The challenges to industrialisation, and manufacturing in particular, are not unique to Nigeria alone. They cut across the majority of the developing world, except that many Asian countries have been able to confront the mitigating factors and thus achieved meaningful progress in this regard.
That is why the Asian Tigers emerged in the late 1960s up to the 1980s with countries such as Singapore, South Korea and Taiwan breaking through by crafting a set of policies that were highly supportive of industrialisation with a curious mix of tariff measures that protected home and infant industries to thrive in the midst of the growing challenge of globalisation and the threat of dumping by more developed nations.
In Africa, the challenges were clearly identified many years ago. That was why the 10th Ordinary Session of the African Union (AU) Assembly of Heads of State (HOS) and Government which held in Addis Ababa, Ethiopia, in January 2008, focused on the growth of African Industrialisation and adopted the Action Plan for Accelerated Industrial Development of Africa (AIDA) with the African Union Commission (AUC) charged with the responsibility of establishing priorities, programmes and projects in close collaboration with key stakeholders.
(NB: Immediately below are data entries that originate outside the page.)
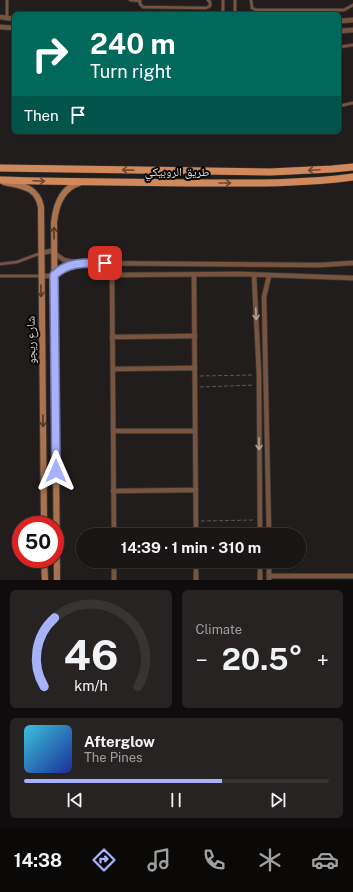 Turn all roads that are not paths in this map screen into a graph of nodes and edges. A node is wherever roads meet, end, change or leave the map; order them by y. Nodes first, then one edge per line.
1 (7, 0) edge
2 (130, 0) edge
3 (209, 0) edge
4 (223, 0) edge
5 (235, 0) edge
6 (251, 0) edge
7 (140, 1) edge
8 (353, 5) edge
9 (223, 12) edge
10 (235, 12) edge
11 (0, 18) edge
12 (7, 18) junction
13 (12, 19) edge
14 (353, 20) edge
15 (341, 21) edge
16 (0, 27) edge
17 (12, 28) edge
18 (353, 30) edge
19 (341, 31) edge
20 (353, 45) edge
21 (341, 47) edge
22 (353, 103) edge
23 (341, 106) edge
24 (353, 167) edge
25 (0, 168) edge
26 (353, 177) edge
27 (0, 180) edge
28 (81, 182) junction
29 (54, 252) junction
30 (41, 253) junction
31 (77, 263) junction
32 (353, 263) edge
33 (0, 264) edge
34 (54, 275) junction
35 (194, 275) junction
36 (254, 275) junction
37 (0, 276) edge
38 (41, 276) junction
39 (269, 276) junction
40 (353, 278) edge
41 (195, 336) junction
42 (112, 337) junction
43 (112, 368) junction
44 (195, 368) junction
45 (259, 422) junction
46 (267, 422) junction
47 (113, 431) junction
48 (195, 431) junction
49 (196, 490) junction
50 (113, 491) junction
51 (44, 516) edge
52 (114, 528) edge
53 (196, 528) edge
54 (260, 528) edge
55 (269, 528) edge
56 (114, 568) edge
57 (196, 568) edge
58 (260, 568) edge
59 (44, 569) joint
60 (57, 569) junction
61 (353, 576) edge
62 (269, 578) edge
63 (327, 578) edge
64 (45, 580) edge
65 (57, 580) edge
66 (114, 580) edge
67 (196, 580) edge
68 (260, 580) edge

1 - 12 lane
2 - 7 lane
3 - 7 lane
4 - 9 lane
5 - 10 lane
6 - 8 lane
11 - 12 street
12 - 13 street
14 - 15 street
16 - 17 street
18 - 19 street
20 - 21 lane
22 - 23 lane
24 -> 25 main road, طريق الروبيكي
28 -> 26 main road, طريق الروبيكي
27 -> 28 main road, طريق الروبيكي
27 - 30 main road, شارع ريجو
29 -> 28 main road, شارع ريجو
29 - 30 street
29 - 31 street
29 - 34 main road, شارع ريجو
30 - 33 lane
30 - 38 main road, شارع ريجو
31 - 32 street
31 - 34 street
34 - 38 street
34 - 60 main road, شارع ريجو
35 - 36 street
35 - 41 street
35 - 42 street
36 - 39 street
36 -> 45 street
37 - 38 lane
38 -> 51 main road, شارع ريجو
39 - 40 street
39 - 46 street
41 - 42 street
41 - 44 street
42 - 43 street
43 - 44 street
43 - 47 street
44 - 48 street
45 - 46 street
45 -> 54 street
46 - 55 street
47 - 48 street
47 - 50 street
48 - 49 street
49 - 50 street
49 - 53 street
50 - 52 street
56 - 66 street
57 - 67 street
58 - 68 street
59 - 60 main road
59 - 64 main road
60 - 65 main road, شارع ريجو
61 - 63 street
62 - 63 street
This is intended to further assist in the implementation of the Plan. In this, benchmarks were set for African member states to use in designing their respective industrial policies with relevant collaborations with the United Nations Industrial Development Organisation (UNIDO) and approvals by the United Nations General Assembly.
It does not appear that Nigeria has made meaningful progress in this regard, as many of the prerequisites for the growth of industrialisation in the country have not been met.
These range from adequate budgetary provisions for the sector, engagement of the private sector, utilisation of linkages in industrial production and enhancement of a friendly operating environment for the growth of industrialisation in the country.
In fact, over the years, a process of de-industrialisation has prevailed in Nigeria, such that many firms have left the country and relocated to neighbouring countries such as Ghana due to a poor operating environment.
The challenges include harsh exchange control measures, inadequate power supply, poor physical infrastructure and insecurity, among many others.
It is a known fact that the inefficient operations of the ports have added more challenges in the importation of inputs for production. Even after production, the low demand for locally manufactured goods has not been an incentive for local manufacturers, thus leading to a continual decline in the fortunes of the sector.
Hence, merely declaring that a new industrial policy is in the offing is not cheery news, as Nigerians have heard such before now. The current operating environment for industry is just not conducive. That is the fact.
That is what the Tinubu administration should focus on. Structural transformation of the economy should be the focus, where the transition from agriculture to manufacturing through value addition and then to services is pursued.
Currently, the country has skipped the middle and jumped into services, which are currently contributing over 50 per cent to GDP. While the government, through the Minister of State, has expressed optimism that, for the first time in a while, the country has a clearly defined and nationally validated industrial policy, the policy is yet in its infancy and needs to be consciously operated.
According to John Enoh, the newly designed industrial framework would address long-standing gaps, with a detailed implementation framework, performance benchmarks, timelines, inter-ministerial coordination, and public reporting to rebuild trust amid widespread fatigue with unimplemented government policies.
Nigerians would be glad to embrace a new direction in the resuscitation of the industrial sector.
But the government has a task of divesting them of age-old scepticism, fuelled by past failed policies of previous administrations.